START The records
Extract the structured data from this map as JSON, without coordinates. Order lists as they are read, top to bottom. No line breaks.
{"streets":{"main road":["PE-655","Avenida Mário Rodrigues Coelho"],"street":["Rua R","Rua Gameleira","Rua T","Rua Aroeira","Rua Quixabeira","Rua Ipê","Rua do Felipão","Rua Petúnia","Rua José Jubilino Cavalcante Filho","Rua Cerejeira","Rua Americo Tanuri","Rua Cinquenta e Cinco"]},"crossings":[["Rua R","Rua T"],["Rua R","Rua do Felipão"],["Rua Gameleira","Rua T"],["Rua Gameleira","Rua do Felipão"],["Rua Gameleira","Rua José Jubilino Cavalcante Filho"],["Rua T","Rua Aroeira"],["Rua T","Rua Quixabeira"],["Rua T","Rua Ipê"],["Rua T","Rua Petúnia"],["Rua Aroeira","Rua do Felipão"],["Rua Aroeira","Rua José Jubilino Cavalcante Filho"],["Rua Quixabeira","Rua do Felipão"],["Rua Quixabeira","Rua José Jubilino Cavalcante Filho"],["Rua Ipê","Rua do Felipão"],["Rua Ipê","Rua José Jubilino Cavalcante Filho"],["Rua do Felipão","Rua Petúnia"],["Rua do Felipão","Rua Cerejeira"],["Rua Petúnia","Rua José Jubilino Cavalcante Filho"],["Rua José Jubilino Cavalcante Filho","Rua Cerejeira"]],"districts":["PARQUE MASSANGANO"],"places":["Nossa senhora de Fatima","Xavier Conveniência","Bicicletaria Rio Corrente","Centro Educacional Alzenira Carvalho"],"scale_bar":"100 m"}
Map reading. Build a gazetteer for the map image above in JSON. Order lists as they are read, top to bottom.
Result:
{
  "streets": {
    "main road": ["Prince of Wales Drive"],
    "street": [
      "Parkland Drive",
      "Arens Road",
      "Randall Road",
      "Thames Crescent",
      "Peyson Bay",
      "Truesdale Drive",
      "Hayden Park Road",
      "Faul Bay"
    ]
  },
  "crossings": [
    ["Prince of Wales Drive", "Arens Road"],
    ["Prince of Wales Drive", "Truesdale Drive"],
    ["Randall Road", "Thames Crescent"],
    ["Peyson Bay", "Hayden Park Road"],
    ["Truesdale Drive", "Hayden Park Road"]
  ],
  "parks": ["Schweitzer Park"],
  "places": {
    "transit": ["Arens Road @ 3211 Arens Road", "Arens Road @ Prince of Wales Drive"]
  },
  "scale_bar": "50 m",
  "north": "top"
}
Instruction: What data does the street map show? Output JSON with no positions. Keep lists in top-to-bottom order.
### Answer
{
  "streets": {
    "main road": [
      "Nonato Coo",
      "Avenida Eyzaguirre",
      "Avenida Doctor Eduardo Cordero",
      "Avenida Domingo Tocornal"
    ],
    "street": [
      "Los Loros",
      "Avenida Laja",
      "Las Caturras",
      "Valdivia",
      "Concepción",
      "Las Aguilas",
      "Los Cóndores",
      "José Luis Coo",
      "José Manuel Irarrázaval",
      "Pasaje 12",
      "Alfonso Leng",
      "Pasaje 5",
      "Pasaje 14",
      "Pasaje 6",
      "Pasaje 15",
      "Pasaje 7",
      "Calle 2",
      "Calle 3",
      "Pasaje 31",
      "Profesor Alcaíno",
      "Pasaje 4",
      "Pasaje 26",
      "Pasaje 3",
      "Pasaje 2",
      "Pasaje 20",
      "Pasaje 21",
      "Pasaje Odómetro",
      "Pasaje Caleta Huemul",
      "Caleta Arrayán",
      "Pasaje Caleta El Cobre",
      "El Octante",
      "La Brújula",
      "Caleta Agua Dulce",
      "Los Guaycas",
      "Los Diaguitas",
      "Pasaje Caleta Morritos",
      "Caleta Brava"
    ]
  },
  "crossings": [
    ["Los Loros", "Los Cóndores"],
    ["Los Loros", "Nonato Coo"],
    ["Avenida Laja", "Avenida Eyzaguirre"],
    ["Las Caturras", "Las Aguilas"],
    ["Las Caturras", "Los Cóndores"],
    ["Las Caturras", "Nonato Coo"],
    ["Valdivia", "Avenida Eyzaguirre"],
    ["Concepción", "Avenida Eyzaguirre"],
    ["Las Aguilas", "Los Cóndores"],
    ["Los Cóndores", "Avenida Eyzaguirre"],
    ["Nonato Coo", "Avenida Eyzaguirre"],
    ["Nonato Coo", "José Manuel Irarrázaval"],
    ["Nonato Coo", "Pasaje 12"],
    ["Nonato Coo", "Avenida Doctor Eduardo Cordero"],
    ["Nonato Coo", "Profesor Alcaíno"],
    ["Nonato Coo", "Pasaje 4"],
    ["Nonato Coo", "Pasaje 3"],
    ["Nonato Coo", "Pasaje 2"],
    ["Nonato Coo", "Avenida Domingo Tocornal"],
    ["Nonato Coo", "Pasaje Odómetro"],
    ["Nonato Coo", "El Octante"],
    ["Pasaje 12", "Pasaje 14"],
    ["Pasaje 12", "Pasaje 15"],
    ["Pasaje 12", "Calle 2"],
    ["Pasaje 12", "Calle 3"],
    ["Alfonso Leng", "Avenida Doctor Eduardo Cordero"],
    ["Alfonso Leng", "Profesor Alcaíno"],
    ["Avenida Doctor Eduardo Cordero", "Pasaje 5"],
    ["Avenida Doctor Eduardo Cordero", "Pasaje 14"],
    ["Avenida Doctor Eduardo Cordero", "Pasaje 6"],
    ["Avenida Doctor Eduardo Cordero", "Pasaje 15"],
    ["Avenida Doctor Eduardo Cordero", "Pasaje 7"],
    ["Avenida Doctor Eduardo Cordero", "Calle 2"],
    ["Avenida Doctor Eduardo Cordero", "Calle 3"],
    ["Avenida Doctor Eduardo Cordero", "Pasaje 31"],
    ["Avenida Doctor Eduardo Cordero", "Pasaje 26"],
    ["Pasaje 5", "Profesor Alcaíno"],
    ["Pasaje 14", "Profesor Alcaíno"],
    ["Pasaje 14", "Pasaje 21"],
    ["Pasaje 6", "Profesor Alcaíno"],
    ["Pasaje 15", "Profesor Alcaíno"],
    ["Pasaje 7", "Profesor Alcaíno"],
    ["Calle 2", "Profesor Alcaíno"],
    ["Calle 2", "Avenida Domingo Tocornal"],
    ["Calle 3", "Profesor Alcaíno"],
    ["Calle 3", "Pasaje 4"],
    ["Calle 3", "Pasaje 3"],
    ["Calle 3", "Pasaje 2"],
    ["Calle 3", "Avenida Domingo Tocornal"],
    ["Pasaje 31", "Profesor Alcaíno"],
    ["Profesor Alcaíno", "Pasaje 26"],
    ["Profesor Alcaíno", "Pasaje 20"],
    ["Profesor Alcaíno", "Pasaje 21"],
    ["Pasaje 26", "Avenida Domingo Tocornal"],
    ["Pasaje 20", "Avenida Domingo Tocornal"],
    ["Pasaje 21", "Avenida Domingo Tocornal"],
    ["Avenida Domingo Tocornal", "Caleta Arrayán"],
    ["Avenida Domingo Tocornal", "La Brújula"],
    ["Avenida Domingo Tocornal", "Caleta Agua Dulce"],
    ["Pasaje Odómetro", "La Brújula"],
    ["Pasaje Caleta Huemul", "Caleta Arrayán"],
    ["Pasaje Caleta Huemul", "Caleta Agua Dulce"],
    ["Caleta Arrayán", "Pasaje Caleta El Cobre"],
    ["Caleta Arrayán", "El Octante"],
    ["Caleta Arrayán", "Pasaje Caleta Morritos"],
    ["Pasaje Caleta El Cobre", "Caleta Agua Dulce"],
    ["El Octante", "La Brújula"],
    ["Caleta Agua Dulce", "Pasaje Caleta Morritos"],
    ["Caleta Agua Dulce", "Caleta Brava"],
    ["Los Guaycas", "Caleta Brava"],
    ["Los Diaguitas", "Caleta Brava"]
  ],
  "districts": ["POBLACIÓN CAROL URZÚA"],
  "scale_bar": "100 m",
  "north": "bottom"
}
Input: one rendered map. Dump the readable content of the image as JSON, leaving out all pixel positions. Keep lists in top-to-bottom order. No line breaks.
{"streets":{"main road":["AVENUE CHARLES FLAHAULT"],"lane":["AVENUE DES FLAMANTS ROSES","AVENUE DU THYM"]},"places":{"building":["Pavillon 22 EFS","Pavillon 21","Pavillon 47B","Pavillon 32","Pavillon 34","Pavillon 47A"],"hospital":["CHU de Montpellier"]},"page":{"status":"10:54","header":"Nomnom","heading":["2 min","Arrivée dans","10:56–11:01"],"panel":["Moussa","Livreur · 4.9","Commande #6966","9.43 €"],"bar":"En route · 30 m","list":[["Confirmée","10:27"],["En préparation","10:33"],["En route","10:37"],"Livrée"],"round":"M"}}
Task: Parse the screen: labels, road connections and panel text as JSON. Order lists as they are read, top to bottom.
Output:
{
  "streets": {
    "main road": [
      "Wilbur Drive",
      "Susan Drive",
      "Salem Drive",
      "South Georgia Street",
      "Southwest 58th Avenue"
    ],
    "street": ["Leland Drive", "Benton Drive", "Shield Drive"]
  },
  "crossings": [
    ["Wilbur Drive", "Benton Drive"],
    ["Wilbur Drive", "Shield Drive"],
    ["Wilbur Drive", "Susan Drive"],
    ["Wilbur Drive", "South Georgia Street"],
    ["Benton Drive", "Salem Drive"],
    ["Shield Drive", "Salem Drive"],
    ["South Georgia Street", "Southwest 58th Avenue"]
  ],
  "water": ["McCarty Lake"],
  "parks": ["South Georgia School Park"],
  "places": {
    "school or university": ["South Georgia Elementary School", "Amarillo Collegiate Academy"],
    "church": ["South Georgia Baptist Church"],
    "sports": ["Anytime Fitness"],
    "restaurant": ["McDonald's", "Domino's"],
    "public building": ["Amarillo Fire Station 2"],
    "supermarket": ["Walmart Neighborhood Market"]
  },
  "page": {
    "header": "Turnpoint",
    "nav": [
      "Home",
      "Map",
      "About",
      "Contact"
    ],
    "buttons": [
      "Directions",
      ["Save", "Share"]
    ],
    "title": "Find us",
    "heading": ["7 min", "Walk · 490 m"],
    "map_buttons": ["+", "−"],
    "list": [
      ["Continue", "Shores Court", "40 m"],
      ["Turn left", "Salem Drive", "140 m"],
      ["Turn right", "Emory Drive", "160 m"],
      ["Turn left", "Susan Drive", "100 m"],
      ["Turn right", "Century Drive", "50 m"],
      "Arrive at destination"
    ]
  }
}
END The records
_Your assignment_
Within the data above, the lines from the one with "Map reading. Build" to the one with "Instruction: What data" must be repeated exactly; no other line belongs in the answer.

_Answer to this problem_
Map reading. Build a gazetteer for the map image above in JSON. Order lists as they are read, top to bottom.
Result:
{
  "streets": {
    "main road": ["Prince of Wales Drive"],
    "street": [
      "Parkland Drive",
      "Arens Road",
      "Randall Road",
      "Thames Crescent",
      "Peyson Bay",
      "Truesdale Drive",
      "Hayden Park Road",
      "Faul Bay"
    ]
  },
  "crossings": [
    ["Prince of Wales Drive", "Arens Road"],
    ["Prince of Wales Drive", "Truesdale Drive"],
    ["Randall Road", "Thames Crescent"],
    ["Peyson Bay", "Hayden Park Road"],
    ["Truesdale Drive", "Hayden Park Road"]
  ],
  "parks": ["Schweitzer Park"],
  "places": {
    "transit": ["Arens Road @ 3211 Arens Road", "Arens Road @ Prince of Wales Drive"]
  },
  "scale_bar": "50 m",
  "north": "top"
}
Instruction: What data does the street map show? Output JSON with no positions. Keep lists in top-to-bottom order.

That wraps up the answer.